### What to work on
Pick out all lines of the entries that include the word "Royal" and copy them.

(Data to process begins)

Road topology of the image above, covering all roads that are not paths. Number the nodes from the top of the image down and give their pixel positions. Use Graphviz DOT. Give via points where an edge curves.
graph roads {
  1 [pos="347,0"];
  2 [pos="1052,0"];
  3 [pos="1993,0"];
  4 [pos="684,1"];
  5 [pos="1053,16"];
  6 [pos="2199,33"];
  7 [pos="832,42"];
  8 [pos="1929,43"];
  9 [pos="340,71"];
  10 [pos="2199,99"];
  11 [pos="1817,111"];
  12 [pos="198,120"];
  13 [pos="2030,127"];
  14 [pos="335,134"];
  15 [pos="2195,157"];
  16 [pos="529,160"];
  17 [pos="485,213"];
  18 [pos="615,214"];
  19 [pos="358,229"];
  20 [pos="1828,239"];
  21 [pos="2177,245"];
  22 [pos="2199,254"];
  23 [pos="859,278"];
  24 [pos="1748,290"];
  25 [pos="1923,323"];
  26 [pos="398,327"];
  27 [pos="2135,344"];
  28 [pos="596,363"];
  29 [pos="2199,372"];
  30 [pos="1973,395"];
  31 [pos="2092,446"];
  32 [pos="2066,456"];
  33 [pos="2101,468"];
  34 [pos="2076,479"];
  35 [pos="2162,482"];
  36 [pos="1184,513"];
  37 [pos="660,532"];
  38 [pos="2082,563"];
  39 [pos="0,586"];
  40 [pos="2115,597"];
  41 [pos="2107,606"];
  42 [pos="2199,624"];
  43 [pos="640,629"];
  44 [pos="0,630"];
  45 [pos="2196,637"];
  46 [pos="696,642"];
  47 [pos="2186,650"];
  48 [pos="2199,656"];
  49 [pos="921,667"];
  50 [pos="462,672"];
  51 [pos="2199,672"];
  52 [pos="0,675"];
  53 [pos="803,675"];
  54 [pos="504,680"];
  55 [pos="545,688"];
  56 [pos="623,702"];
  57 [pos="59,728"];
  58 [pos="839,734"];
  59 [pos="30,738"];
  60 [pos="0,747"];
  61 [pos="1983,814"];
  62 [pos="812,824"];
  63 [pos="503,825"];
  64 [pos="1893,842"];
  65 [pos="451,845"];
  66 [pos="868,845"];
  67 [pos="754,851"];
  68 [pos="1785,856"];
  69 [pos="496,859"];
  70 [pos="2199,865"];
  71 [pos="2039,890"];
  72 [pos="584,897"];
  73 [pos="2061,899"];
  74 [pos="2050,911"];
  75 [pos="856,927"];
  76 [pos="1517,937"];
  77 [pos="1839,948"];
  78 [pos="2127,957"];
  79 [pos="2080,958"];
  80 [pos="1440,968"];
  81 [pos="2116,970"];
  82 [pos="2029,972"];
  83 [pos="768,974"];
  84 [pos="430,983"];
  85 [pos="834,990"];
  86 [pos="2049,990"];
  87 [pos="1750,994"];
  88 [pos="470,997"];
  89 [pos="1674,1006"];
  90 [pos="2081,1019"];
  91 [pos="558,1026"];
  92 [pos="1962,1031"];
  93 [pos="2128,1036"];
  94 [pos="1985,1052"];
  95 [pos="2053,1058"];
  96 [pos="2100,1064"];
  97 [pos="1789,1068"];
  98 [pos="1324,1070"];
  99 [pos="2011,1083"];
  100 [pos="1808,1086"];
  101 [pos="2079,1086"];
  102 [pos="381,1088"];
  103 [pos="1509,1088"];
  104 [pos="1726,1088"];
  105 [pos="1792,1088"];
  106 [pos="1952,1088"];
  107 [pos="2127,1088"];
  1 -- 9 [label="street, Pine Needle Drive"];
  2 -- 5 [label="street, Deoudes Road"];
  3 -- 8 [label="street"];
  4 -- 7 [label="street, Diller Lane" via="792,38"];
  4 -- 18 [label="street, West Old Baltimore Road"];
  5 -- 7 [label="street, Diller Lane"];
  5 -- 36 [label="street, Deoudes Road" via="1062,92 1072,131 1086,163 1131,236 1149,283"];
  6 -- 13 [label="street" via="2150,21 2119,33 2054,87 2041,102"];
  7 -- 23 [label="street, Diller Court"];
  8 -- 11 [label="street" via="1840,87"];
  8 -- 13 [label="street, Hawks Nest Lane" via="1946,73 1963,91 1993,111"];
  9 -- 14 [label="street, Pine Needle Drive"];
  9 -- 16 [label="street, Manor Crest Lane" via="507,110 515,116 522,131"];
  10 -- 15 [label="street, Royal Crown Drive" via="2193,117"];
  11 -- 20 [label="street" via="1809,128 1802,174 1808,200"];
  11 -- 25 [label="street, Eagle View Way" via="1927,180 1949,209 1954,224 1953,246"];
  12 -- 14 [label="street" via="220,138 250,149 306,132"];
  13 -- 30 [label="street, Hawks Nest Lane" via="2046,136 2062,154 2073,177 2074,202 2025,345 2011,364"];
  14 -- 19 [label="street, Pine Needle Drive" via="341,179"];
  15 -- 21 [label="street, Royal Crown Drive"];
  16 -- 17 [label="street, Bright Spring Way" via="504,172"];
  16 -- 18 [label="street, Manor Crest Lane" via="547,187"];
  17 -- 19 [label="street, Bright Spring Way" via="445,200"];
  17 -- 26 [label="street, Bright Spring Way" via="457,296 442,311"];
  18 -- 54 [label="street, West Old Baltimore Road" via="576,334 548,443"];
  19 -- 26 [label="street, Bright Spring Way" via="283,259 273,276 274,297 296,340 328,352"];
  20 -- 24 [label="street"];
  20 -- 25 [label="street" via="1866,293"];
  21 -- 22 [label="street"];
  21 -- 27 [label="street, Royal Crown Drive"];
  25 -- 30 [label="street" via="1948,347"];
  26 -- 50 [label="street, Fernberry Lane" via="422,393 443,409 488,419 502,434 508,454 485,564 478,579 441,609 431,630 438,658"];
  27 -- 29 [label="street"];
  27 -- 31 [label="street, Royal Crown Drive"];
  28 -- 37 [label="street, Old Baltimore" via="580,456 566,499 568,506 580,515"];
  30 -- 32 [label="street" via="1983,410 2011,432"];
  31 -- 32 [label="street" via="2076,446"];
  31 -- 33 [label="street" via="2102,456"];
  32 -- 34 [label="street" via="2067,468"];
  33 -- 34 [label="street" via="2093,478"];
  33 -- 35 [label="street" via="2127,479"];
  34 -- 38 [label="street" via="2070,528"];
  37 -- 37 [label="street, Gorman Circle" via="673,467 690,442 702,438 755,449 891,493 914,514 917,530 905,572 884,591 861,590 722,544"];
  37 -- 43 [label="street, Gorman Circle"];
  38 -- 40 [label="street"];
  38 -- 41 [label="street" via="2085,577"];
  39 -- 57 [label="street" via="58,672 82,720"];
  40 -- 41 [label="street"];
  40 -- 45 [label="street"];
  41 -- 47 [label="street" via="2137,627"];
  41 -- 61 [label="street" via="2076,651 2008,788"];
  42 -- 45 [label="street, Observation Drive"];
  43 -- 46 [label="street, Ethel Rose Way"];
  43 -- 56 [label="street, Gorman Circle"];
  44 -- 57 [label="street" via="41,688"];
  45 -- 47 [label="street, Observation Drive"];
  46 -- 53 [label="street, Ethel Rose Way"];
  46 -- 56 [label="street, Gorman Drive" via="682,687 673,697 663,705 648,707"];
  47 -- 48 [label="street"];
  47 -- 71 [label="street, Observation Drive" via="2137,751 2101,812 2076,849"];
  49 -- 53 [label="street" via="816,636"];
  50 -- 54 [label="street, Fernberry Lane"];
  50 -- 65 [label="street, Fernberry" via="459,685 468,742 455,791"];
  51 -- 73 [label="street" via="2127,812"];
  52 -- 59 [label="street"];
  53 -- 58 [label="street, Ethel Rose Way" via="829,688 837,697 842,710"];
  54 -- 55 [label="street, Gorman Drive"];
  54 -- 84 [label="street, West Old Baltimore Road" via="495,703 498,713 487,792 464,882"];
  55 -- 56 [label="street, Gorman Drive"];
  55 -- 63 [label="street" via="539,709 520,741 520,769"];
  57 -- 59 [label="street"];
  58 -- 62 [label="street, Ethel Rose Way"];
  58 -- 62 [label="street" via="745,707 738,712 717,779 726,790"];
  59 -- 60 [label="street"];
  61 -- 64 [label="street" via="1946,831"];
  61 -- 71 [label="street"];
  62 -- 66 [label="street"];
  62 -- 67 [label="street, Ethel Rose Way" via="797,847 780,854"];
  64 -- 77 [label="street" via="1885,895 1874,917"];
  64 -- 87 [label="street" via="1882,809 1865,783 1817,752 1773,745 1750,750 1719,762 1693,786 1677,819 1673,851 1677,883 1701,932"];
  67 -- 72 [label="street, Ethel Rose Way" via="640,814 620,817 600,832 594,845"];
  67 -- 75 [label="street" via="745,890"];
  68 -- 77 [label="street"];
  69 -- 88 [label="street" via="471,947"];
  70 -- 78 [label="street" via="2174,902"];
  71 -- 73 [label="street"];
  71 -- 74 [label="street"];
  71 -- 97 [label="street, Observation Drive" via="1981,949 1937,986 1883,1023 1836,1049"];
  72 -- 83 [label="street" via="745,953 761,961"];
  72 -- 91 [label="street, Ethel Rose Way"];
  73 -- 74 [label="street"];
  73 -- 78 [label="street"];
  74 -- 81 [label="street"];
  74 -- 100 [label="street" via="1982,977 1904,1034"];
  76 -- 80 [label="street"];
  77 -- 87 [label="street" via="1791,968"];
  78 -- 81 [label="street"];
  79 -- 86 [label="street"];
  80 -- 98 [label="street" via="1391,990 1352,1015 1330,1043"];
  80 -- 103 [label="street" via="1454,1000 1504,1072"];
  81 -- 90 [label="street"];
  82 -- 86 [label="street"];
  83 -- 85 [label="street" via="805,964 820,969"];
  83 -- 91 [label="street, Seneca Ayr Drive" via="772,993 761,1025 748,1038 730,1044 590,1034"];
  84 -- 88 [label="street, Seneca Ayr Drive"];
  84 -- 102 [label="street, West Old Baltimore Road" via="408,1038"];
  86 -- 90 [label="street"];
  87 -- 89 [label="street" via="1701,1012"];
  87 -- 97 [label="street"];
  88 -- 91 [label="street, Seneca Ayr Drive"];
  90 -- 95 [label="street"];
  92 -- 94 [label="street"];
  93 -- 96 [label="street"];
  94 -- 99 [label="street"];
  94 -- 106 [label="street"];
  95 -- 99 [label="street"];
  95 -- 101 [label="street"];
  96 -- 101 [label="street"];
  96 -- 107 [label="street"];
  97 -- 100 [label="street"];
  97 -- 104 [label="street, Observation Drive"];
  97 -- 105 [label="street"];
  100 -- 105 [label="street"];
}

(Data to process ends)

### Exercise answer
  10 -- 15 [label="street, Royal Crown Drive" via="2193,117"];
  15 -- 21 [label="street, Royal Crown Drive"];
  21 -- 27 [label="street, Royal Crown Drive"];
  27 -- 31 [label="street, Royal Crown Drive"];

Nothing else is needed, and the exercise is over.